# <center>NATURAL LANGUAGE PROCESSING </center>
## <center> CAC 1 : TEXT SUMMARIATION </center>
### <center> K Nidhi Sharma, 2148041 </center>

Text summarization is the method of generating a brief and accurate summary of a large text while concentrating on the passages that provide relevant information and keeping the main ideas intact.

In general, there are two methods used in NLP to summarise texts: extraction and abstraction.

In **extraction-based summarising**, a selection of words that best capture the text's key ideas are selected, then they are concatenated to create a summary.

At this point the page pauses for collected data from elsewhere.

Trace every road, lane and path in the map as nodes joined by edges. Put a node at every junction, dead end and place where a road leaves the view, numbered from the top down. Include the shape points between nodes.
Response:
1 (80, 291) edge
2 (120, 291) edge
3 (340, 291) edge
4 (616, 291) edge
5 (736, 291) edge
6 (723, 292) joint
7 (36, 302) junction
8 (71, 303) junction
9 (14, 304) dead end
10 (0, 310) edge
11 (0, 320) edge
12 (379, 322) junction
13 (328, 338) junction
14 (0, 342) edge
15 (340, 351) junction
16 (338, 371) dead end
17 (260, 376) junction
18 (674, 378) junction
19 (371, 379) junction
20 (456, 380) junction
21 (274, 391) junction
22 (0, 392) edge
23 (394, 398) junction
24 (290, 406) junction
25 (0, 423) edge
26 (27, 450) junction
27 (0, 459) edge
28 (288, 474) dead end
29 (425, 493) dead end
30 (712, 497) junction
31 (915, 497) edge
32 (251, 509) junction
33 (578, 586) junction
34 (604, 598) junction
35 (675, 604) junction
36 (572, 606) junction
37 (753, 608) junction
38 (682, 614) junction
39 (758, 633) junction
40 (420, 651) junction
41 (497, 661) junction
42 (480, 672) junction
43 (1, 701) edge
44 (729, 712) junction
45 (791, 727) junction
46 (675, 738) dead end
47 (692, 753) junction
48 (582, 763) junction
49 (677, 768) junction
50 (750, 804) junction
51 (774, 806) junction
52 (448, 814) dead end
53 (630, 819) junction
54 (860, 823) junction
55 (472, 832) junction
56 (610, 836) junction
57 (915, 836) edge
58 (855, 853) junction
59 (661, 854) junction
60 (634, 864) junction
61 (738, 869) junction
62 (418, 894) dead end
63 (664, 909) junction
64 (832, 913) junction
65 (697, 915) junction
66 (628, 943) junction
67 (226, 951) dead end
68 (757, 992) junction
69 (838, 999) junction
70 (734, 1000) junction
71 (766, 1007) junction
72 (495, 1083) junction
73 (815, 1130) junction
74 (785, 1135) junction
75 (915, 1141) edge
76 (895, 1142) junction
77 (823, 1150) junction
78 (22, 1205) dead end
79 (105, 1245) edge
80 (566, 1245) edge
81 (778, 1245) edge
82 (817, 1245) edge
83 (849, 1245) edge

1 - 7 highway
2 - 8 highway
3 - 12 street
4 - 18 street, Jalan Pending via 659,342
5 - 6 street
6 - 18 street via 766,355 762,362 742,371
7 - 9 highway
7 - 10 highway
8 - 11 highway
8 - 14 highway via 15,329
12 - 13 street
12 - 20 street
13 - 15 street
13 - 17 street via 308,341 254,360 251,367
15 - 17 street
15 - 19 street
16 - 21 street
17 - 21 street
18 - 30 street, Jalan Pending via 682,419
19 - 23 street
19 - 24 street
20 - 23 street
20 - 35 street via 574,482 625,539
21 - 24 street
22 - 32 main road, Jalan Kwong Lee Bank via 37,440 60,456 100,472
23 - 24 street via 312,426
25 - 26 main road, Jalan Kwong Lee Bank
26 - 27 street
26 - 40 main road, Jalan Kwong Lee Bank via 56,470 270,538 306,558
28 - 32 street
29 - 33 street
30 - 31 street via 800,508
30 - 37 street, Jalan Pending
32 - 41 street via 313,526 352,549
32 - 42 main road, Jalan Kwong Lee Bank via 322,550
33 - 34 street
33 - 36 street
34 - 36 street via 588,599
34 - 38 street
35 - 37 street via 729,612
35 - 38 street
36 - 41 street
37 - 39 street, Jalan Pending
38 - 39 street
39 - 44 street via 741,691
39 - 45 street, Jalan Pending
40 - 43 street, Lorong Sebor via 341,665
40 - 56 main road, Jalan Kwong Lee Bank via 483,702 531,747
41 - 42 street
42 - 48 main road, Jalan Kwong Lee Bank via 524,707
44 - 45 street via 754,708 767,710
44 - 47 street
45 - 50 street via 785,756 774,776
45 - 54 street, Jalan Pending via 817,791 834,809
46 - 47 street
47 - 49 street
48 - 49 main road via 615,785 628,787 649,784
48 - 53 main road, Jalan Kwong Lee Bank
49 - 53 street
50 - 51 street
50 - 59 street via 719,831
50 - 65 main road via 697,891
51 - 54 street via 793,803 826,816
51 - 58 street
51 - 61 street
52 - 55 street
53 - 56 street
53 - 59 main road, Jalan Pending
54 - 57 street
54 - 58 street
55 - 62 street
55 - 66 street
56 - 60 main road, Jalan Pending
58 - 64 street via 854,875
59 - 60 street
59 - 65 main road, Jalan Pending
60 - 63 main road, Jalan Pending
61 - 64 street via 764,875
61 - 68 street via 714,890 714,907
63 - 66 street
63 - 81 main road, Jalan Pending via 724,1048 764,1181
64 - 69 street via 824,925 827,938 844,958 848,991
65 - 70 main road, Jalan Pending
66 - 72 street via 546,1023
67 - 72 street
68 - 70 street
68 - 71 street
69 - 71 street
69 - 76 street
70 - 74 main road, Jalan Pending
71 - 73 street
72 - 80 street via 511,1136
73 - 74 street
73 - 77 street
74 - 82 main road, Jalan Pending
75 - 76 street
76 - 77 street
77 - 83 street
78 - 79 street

Advanced deep learning algorithms are used in **abstraction-based summarization** to paraphrase and condense the original text, exactly like humans do.

### Importing libraries 

In [1]:
from nltk.corpus import stopwords
from nltk.tokenize import word_tokenize, sent_tokenize
from sklearn.feature_extraction.text import TfidfVectorizer
import regex as re

### Reading the data

In [2]:
text_original=open('E:\\PG_sem3\\nlp\\text.txt').read()
print("The length of the original text is",len(text_original)) 

The length of the original text is 5010


In [3]:
print("ORIGINAL TEXT:\n", text_original)

ORIGINAL TEXT:
 Enzo Ferrari was not initially interested in the idea of producing road cars when
he formed Scuderia Ferrari in 1929, with headquarters in Modena. Scuderia Ferrari
(pronounced [skude?ri?a]) literally means &quot;Ferrari Stable&quot; and is usually used to
mean &quot;Team Ferrari.&quot; Ferrari bought,[citation needed] prepared, and fielded Alfa
Romeo racing cars for gentleman drivers, functioning as the racing division of
Alfa Romeo. In 1933, Alfa Romeo withdrew its in-house racing team and Scuderia
Ferrari took over as its works team:[1] the Scuderia received Alfa&#39;s Grand Prix
cars of the latest specifications and fielded many famous drivers such as Tazio
Nuvolari and Achille Varzi. In 1938, Alfa Romeo brought its racing operation again
in-house, forming Alfa Corse in Milan and hired Enzo Ferrari as manager of the new
racing department; therefore the Scuderia Ferrari was disbanded.[1]
The first vehicle made with the Ferrari name was the 125 S. Only two of this smal

### Pre-processing the text file

When the original text is observed, it is noticed that there exists extra new line spaces, and quotes are represented as **&quot** and apostrophe is denoted as **&#39**. 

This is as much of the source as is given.